Allí mismo se vieron obligados a poner fin a la corta conversación, puesto que la mayor parte de los presentes acudía en tropel a felicitar al héroe del momento. La alta nobleza cuzqueña estaba unánimemente considerada una élite extremadamente exclusivista y cerrada, pero la palabra del Emperador se acataba como palabra de dios, y si algo o alguien alegraba el corazón del Inca —tal como tan evidente parecía ser el caso del nuevo general—, sus súbditos tenían la obligación de regocijarse con él.
A la mañana siguiente disfrutarían observando cómo un hábil verdugo despellejaba en vida a quien tanto daño les había causado y tanto terror les había obligado a acumular durante las más oscuras noches, y luego, mientras la carne viva y ensangrentada era pasto de las moscas y el reo agonizaba rugiendo de dolor, asistirían a la curiosa ceremonia de rellenar su piel con paja y lana para que se curtiese luego al sol, se tensara con fuerza y acabara por convertirse en
runantinya
, un reluciente y macabro tambor de forma humana que podrían hacer retumbar con el fin de alejar definitivamente sus temores.
¡Alabado fuera por tanto aquel que había hecho posible tamaña felicidad, y maldito fuera por siempre quien anidara en su ánimo la más leve sombra de dudas sobre su recién descubierta nobleza de sangre!
Justo era el premio, y justo aquel que lo había concedido.
Si el Inca así lo había decretado, así debía ser. De su boca surgía la palabra de dios.
—¿En verdad te agrada que de ahora en adelante todos te llamen general Saltamontes?
Si hacía tan sólo unos instantes Rusti Cayambe acababa de llegar a la conclusión de que durante aquel prodigioso día había experimentado todas las emociones a que un hombre puede aspirar a lo largo de una intensa vida feliz y longeva, se equivocaba.
Lo más excitante estaba aún por llegar, puesto que quien había hecho tal pregunta con una voz autoritaria y profunda, pero a la vez divertida y desconcertantemente cálida, no era otra que la emblemática princesa Sangay Chimé.
Nieta de emperadores e hija de una princesa de origen costeño, respetada por su vasta cultura y adorada por su belleza, su generosidad y su muy peculiar sentido del humor, la inmensa mayoría de los cuzqueños no hubieran visto con malos ojos que, como último recurso, algún día pudiera llegar a convertirse en la madre del futuro Emperador, dado que la esposa del actual no parecía ser capaz de alumbrar un heredero.

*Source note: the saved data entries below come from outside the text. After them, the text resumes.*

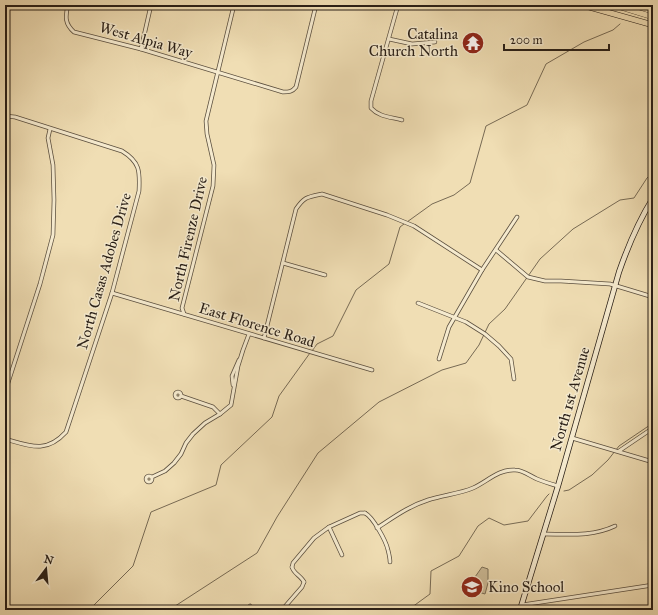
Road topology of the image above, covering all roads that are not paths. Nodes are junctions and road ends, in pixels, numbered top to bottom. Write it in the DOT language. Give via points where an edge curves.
graph roads {
  1 [pos="68,5"];
  2 [pos="151,5"];
  3 [pos="234,5"];
  4 [pos="316,5"];
  5 [pos="398,5"];
  6 [pos="582,5"];
  7 [pos="614,5"];
  8 [pos="653,16"];
  9 [pos="653,25"];
  10 [pos="389,39"];
  11 [pos="435,42"];
  12 [pos="141,49"];
  13 [pos="219,73"];
  14 [pos="5,116"];
  15 [pos="402,120"];
  16 [pos="50,129"];
  17 [pos="653,198"];
  18 [pos="517,217"];
  19 [pos="496,250"];
  20 [pos="283,263"];
  21 [pos="482,270"];
  22 [pos="326,275"];
  23 [pos="615,285"];
  24 [pos="112,293"];
  25 [pos="653,297"];
  26 [pos="418,303"];
  27 [pos="184,314"];
  28 [pos="455,317"];
  29 [pos="249,334"];
  30 [pos="264,338"];
  31 [pos="439,359"];
  32 [pos="372,370"];
  33 [pos="514,379"];
  34 [pos="5,392"];
  35 [pos="181,396"];
  36 [pos="220,414"];
  37 [pos="653,428"];
  38 [pos="572,438"];
  39 [pos="5,439"];
  40 [pos="619,452"];
  41 [pos="653,462"];
  42 [pos="152,477"];
  43 [pos="558,486"];
  44 [pos="615,526"];
  45 [pos="329,527"];
  46 [pos="377,528"];
  47 [pos="543,534"];
  48 [pos="342,555"];
  49 [pos="390,562"];
  50 [pos="653,585"];
  51 [pos="250,606"];
  52 [pos="521,607"];
  53 [pos="253,610"];
  54 [pos="282,610"];
  1 -- 12 [label="street, West Alpia Way" via="66,21 74,32"];
  2 -- 12 [label="street"];
  3 -- 13 [label="street, North Firenze Drive"];
  4 -- 13 [label="street, West Alpia Way" via="298,82 293,91 283,92"];
  5 -- 10 [label="street"];
  6 -- 9 [label="main road"];
  7 -- 8 [label="main road"];
  10 -- 11 [label="street" via="412,44"];
  10 -- 15 [label="street" via="371,108 376,113"];
  12 -- 13 [label="street, West Alpia Way"];
  13 -- 27 [label="street, North Firenze Drive" via="206,121 214,165 213,186 182,308"];
  14 -- 16 [label="street, North Casas Adobes Drive"];
  16 -- 24 [label="street, North Casas Adobes Drive" via="122,151 137,163 140,175 139,191"];
  16 -- 34 [label="street" via="48,138 53,165 53,235"];
  17 -- 23 [label="main road, North 1st Avenue" via="629,244"];
  18 -- 19 [label="street"];
  19 -- 21 [label="street"];
  19 -- 23 [label="street" via="528,276 545,282"];
  20 -- 21 [label="street" via="296,209 303,199 322,194 387,214 414,226"];
  20 -- 22 [label="street"];
  20 -- 30 [label="street"];
  21 -- 28 [label="street"];
  23 -- 25 [label="street"];
  23 -- 38 [label="main road, North 1st Avenue"];
  24 -- 27 [label="street, East Florence Road"];
  24 -- 39 [label="street, North Casas Adobes Drive" via="66,432 54,443 40,447"];
  26 -- 28 [label="street"];
  27 -- 29 [label="street, East Florence Road"];
  28 -- 31 [label="street" via="449,327"];
  28 -- 33 [label="street" via="485,334 499,346 511,359"];
  29 -- 30 [label="street, East Florence Road"];
  29 -- 36 [label="street" via="232,376 234,389 231,405"];
  30 -- 32 [label="street, East Florence Road"];
  35 -- 36 [label="street" via="213,407"];
  36 -- 42 [label="street" via="193,434 181,454 165,472"];
  37 -- 40 [label="street"];
  38 -- 40 [label="street"];
  38 -- 43 [label="main road, North 1st Avenue"];
  40 -- 41 [label="street"];
  43 -- 46 [label="street" via="519,470 508,470 474,488 419,503 393,516"];
  43 -- 47 [label="main road, North 1st Avenue"];
  44 -- 47 [label="street" via="591,534"];
  45 -- 46 [label="street" via="365,511"];
  45 -- 48 [label="street"];
  45 -- 54 [label="street" via="314,538 291,567 305,582"];
  46 -- 49 [label="street" via="388,549"];
  47 -- 52 [label="main road, North 1st Avenue"];
  50 -- 52 [label="street"];
  51 -- 53 [label="street"];
}
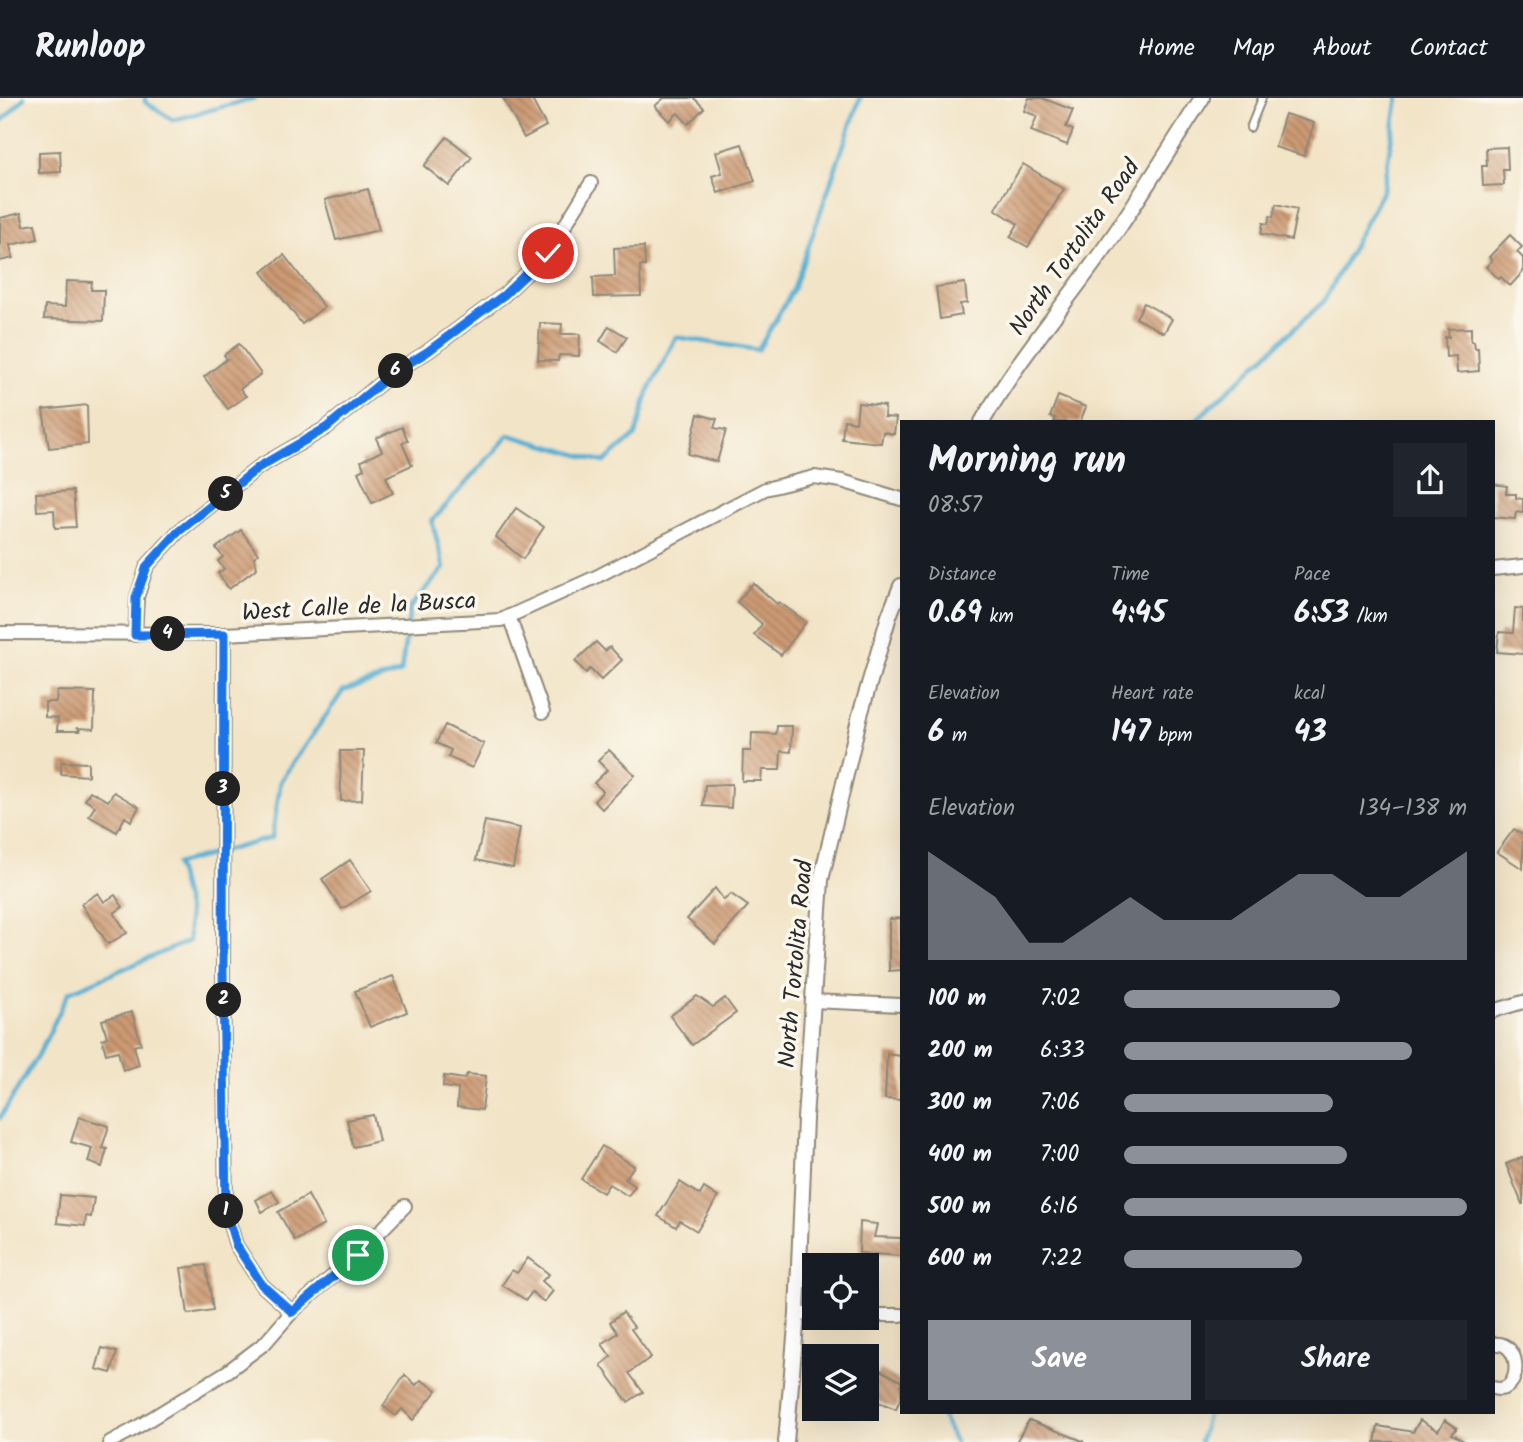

No obstante, la ley estipulaba que el Inca tenía la obligación de engendrar al futuro hijo del Sol en el vientre de su hermana Alia, a la que, dicho sea de paso, amaba desesperadamente, ya que ésta era la única forma indiscutible que existía de que la sangre de los emperadores se mantuviese incontaminada a través de los siglos.
El Inca era dueño de tener cuantos hijos quisiera con otras esposas, concubinas, o amantes ocasionales, pero aquel que a su muerte ocupara su lugar en el trono tenía que ser obligatoriamente hijo de una de sus hermanas.
El Emperador, que no parecía ver más que por los ojos de su idolatrada «esposa-hermana», había demostrado siempre, no obstante, un profundo respeto y un sincero afecto por su prima, la princesa Sangay Chimé, con la que gustaba compartir largas veladas, ya que tenía fama de ser la muchacha más picarescamente divertida de la corte.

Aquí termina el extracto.